L130 – The authors defined the nucleation, Aitken, and accumulation mode size ranges using uncommon values (<7.7 nm, 7.7–50 nm, and 50–700 nm). This choice appears to be driven by the bin structure of the SALSA model. If that is the case, I would suggest either avoiding the use of the terms "nucleation," "Aitken," and "accumulation" throughout the manuscript, OR adjusting the size ranges to align with the commonly accepted definitions associated with different aerosol processes (e.g., <25 nm, 25–100 nm, and 100–1000 nm). I would also suggest rephrasing: “These size ranges correspond to the SALSA bins...” by “These size ranges were selected to correspond to the SALSA bins…”
Minor comments
Introduction – The first paragraph of the introduction is unclear regarding the distinction between particle number concentrations and mass concentrations. The two terms appear to be used interchangeably or without clear differentiation. I recommend that the authors clarify when they are referring to number concentrations versus mass concentrations and ensure consistent use of these terms throughout the paragraph. It is important to remain that while UFPs mainly control ambient particle concentrations in terms of number, coarser particles control particle concentrations in terms of mass (PM10 and PM2.5).
L123-129 – Are the PNSDs measured in Germany obtained using a DMPS or a scanning instrument? What size ranges does each instrument cover? The comparison with the model would be site-dependent if the size distributions differ in their lower and upper diameter limits. Uncertainties of the measurements are not considered?

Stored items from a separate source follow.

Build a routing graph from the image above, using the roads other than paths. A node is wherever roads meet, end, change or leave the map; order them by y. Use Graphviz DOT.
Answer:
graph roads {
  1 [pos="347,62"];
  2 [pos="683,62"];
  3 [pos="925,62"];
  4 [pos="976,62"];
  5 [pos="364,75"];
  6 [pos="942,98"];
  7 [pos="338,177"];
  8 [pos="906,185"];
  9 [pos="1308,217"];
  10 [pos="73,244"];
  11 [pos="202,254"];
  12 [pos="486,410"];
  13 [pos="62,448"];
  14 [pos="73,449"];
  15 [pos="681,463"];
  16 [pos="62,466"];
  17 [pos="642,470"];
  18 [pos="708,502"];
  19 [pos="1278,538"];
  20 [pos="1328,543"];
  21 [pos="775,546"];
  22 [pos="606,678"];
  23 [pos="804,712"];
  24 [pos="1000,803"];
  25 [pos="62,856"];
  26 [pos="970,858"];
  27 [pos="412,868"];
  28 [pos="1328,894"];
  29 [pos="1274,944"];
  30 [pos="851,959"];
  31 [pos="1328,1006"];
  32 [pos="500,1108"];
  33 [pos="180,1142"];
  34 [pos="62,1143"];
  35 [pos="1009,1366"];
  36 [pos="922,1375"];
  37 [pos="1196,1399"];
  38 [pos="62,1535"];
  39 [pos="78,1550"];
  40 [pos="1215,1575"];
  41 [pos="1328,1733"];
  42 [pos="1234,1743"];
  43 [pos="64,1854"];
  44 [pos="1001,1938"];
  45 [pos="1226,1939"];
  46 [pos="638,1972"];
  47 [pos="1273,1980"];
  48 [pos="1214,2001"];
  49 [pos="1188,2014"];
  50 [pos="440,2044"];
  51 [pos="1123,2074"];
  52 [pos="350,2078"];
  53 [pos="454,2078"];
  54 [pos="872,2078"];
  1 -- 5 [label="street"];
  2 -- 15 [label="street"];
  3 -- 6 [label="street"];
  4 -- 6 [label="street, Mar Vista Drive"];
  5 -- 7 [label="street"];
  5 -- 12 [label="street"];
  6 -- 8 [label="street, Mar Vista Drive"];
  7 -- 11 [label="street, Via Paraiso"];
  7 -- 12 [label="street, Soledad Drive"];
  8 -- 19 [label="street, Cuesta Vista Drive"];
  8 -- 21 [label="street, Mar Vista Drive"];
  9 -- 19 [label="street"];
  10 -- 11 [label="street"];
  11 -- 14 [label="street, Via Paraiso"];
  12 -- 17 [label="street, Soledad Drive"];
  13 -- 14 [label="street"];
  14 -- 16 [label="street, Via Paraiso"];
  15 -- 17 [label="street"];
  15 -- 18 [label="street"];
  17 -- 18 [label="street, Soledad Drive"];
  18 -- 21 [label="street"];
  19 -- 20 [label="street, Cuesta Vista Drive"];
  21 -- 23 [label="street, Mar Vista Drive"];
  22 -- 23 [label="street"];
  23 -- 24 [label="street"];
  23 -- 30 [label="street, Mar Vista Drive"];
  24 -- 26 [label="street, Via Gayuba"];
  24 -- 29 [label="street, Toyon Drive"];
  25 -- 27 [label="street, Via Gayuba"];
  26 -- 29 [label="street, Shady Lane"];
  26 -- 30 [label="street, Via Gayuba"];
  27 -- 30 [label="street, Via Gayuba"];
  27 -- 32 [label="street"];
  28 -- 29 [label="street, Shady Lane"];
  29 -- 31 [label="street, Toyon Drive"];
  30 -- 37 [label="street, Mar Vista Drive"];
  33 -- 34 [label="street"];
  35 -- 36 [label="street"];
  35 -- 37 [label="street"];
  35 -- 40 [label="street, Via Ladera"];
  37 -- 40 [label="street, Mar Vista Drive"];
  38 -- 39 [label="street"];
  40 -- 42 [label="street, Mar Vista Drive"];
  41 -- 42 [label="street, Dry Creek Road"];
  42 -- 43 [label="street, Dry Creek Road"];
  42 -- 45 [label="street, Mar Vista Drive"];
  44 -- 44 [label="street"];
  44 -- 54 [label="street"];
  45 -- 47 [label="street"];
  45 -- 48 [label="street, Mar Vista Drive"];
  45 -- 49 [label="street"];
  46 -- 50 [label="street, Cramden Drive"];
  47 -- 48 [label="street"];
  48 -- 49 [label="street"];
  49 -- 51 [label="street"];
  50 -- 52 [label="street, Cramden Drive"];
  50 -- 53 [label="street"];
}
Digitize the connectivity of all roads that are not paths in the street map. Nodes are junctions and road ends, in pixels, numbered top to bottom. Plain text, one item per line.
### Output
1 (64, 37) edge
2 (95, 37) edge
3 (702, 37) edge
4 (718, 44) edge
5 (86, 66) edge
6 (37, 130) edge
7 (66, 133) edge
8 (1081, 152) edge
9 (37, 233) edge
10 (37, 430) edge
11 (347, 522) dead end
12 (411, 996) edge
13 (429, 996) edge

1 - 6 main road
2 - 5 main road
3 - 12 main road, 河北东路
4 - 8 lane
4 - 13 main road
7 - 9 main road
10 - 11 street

Structure – I suggest reconsidering the structure of the sections. For example, the results of the best-performing method are presented in Section 5.1 before the performance of all methods is discussed in Section 5.2. It may be more logical to first present the comparison across all methods, followed by a deeper look at the best-performing one. Additionally, the title of Section 2, "Climate simulation," may not be the most appropriate for the modelling setup. I would suggest something more descriptive, such as "Global model simulations”.
Nucleation range differences – In several instances, the authors suggest or conclude that “the nucleation mode proved more challenging to downscale due to high spatial variability and limitations in the underlying large-scale climate model output”. From the reviewer’s perspective, the Aitken mode could also exhibit substantial variability, particularly due to urban emissions. Therefore, a more plausible explanation for the difficulty in downscaling the nucleation mode may lie in the limitations of global models in representing new particle formation (such as the treatment of organics, nitrates, sulfuric acid, or nucleation schemes) rather than primarily in the spatial variability of the sources.
Technical corrections
L275 – what means the “-“ at the end of the reference?
L130-131 – change “These size ranges correspond to the SALSA bins...” by “These size ranges were selected to correspond to the SALSA bins…”
L280 - should σ(·) and µ(·) be σ(x) and µ(x)? Actually “x” (eq. 1) is not defined.